In June, Responsible Growth Palmdale launched a Facebook page to protest a development project near a popular mall in Southern California. In July, Responsible Growth Lake Stevens created a Facebook group opposed to a new Costco in Washington state.
Responsible Growth Astoria emerged on July 17 to challenge a new Grocery Outlet near Mill Pond.
All three groups share nearly word-for-word introductions and the Facebook pages echo similar design and photo elements.
A man who said he manages the Astoria page said the groups are not linked. But it is not clear who is behind Responsible Growth Astoria.
This week, several Astoria residents — including Planning Commissioner Daryl Moore, Commissioner Cindy Price and Sarah Lu Heath, the executive director of the Astoria Downtown Historic District Association — asked the Astoria group for more information about who they are without success.
Responsible Growth Astoria has accused city staff of fast-tracking Grocery Outlet’s application to build a one-story, 16,000-square-foot store on property between 21st Street and 23rd Street off Marine Drive.
The discount grocery, an outright permitted use for the property, would be next door to the Mill Pond neighborhood and a new Astoria Co+op store set to open later this year.
The city went through the required public notifications to alert people to the Grocery Outlet project and Thursday’s public hearing in front of the Design Review Committee.
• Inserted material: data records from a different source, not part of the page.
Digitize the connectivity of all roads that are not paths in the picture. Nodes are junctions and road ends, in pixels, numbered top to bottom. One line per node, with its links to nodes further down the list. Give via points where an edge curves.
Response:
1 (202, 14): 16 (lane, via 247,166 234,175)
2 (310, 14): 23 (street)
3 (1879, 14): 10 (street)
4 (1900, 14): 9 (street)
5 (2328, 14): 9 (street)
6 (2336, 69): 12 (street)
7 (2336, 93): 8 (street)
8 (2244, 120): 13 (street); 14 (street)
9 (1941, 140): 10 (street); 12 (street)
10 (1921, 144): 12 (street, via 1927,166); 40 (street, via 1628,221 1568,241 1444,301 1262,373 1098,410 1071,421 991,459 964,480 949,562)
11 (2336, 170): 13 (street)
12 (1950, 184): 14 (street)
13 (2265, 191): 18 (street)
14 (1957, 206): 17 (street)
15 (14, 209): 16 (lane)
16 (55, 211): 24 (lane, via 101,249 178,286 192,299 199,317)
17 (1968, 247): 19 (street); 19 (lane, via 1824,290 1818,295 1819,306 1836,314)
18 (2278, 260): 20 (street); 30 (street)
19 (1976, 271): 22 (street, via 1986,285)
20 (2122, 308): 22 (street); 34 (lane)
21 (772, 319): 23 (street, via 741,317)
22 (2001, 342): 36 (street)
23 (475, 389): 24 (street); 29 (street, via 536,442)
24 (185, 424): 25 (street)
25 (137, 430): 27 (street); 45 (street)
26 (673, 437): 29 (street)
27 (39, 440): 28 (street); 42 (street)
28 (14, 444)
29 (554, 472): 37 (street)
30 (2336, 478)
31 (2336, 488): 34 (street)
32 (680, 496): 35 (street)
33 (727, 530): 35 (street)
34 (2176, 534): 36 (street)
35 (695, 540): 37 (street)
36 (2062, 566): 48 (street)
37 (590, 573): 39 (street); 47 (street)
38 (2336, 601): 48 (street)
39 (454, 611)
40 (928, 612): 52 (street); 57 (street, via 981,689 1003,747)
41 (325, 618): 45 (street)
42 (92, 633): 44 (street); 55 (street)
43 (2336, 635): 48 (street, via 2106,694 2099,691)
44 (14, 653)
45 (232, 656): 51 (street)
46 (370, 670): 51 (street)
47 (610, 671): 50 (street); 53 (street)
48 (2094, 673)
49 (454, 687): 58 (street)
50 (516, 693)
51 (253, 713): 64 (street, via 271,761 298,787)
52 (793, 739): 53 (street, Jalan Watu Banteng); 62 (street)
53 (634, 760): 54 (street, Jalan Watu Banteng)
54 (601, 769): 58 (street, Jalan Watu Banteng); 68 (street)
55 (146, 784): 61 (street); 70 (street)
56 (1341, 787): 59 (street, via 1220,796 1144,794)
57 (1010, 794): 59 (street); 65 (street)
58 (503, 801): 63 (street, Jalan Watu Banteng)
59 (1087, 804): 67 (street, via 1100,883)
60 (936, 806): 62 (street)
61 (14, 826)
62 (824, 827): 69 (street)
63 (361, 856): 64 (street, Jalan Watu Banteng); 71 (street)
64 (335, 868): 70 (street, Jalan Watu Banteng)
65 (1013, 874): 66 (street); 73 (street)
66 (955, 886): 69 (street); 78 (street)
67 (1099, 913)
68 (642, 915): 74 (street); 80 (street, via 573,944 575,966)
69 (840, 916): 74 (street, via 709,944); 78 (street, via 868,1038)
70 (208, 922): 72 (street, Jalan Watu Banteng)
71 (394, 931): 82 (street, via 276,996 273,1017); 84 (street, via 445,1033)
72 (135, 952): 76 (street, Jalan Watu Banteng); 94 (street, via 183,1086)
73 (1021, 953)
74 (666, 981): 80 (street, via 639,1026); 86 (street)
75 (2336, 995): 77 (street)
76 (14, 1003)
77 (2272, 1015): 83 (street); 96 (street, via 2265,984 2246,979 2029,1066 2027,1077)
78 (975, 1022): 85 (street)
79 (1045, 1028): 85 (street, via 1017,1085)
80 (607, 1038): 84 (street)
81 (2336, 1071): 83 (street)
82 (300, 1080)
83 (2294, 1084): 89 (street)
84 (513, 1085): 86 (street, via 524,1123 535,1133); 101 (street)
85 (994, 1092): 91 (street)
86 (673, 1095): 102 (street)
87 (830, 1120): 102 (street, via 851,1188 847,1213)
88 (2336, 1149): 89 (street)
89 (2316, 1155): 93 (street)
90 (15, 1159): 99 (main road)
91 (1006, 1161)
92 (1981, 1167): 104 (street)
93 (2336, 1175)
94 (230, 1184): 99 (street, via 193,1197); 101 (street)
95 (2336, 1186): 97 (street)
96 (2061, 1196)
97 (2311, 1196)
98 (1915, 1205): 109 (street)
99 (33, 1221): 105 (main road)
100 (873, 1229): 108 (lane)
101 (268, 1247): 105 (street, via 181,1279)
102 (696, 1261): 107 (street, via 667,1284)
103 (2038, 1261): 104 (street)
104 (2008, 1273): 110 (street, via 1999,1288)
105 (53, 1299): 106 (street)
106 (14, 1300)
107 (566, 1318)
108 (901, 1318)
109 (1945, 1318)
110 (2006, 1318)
Letters from people expressing their concerns about the new store — along with Grocery Outlet’s application and a staff report recommending approval of the project — were included in a packet staff prepared ahead of Thursday’s hearing.
Responsible Growth Astoria lists traffic, pollution and impacts to other small businesses among its concerns. The group has posted information from the staff report and encouraged people to attend the public hearing.
Unlike other advocacy groups on the North Coast, such as Indivisible North Coast or Friends of the Astoria Waterfront, Responsible Growth Astoria has declined to identify a spokesperson. When The Astorian asked to interview one of the organizers last week and talk in more detail about the group’s concerns, a reporter was told the people best poised to talk about the group were on vacation.
A response from Responsible Growth Astoria via Facebook Messenger expressed the hope that the group’s concerns about Grocery Outlet would be the focus of any reporting, not the identity of the group.
In response to further questions from The Astorian on Tuesday, a man named “Ken J.,” who said he manages the Responsible Growth Astoria Facebook page, said the Astoria and Lake Stevens groups are not linked.
Perhaps when the Astoria page was started “they looked for examples and borrowed from other sources on Facebook with similar issues — perhaps too liberally from the looks of it,” the man wrote in an email.
Others have also tried to identify the organizers.
“Please identify yourselves so we don’t assume you are a professional PR company hired to sow discontent over the proposed use,” Moore wrote in a comment on one of Responsible Growth Astoria’s posts this week. “Astoria doesn’t need outside agencies stirring up controversy. We are capable of that on our own.”
Moore said in an interview that he does not have any trouble with someone objecting to a business like Grocery Outlet. But he has observed the rapid expansion of Grocery Outlet across the country, as well as the organized opposition that usually follows. Though there are concerns in the community about the project, he doubts a local person is behind Responsible Growth Astoria.
Moore has interacted with a number of local, organized groups during his time on the Planning Commission. The people show up to meetings, state their names and addresses and give testimony or present petitions, he said.
“They’re happy to put their name on something they believe in and I fully support that,” he said. “But when an anonymous person tells me what’s best for my town, I generally don’t take that well.”
Moore’s Facebook comments were later removed and he can no longer comment on Responsible Growth Astoria’s posts.
Later, Responsible Growth Astoria wrote in a different post, “Thank you for your support in helping us grow this page and in giving a voice to hundreds who live here who simply do not like the direction our community and growth is going.”
“And for the online trolls and bullies out there trying to goad us into publicly listing everyone who supports the page and who has concerns about this project,” the post continues, “we respect privacy and aren’t about to create a list of people for you or the city or the developer to harass simply for speaking out.”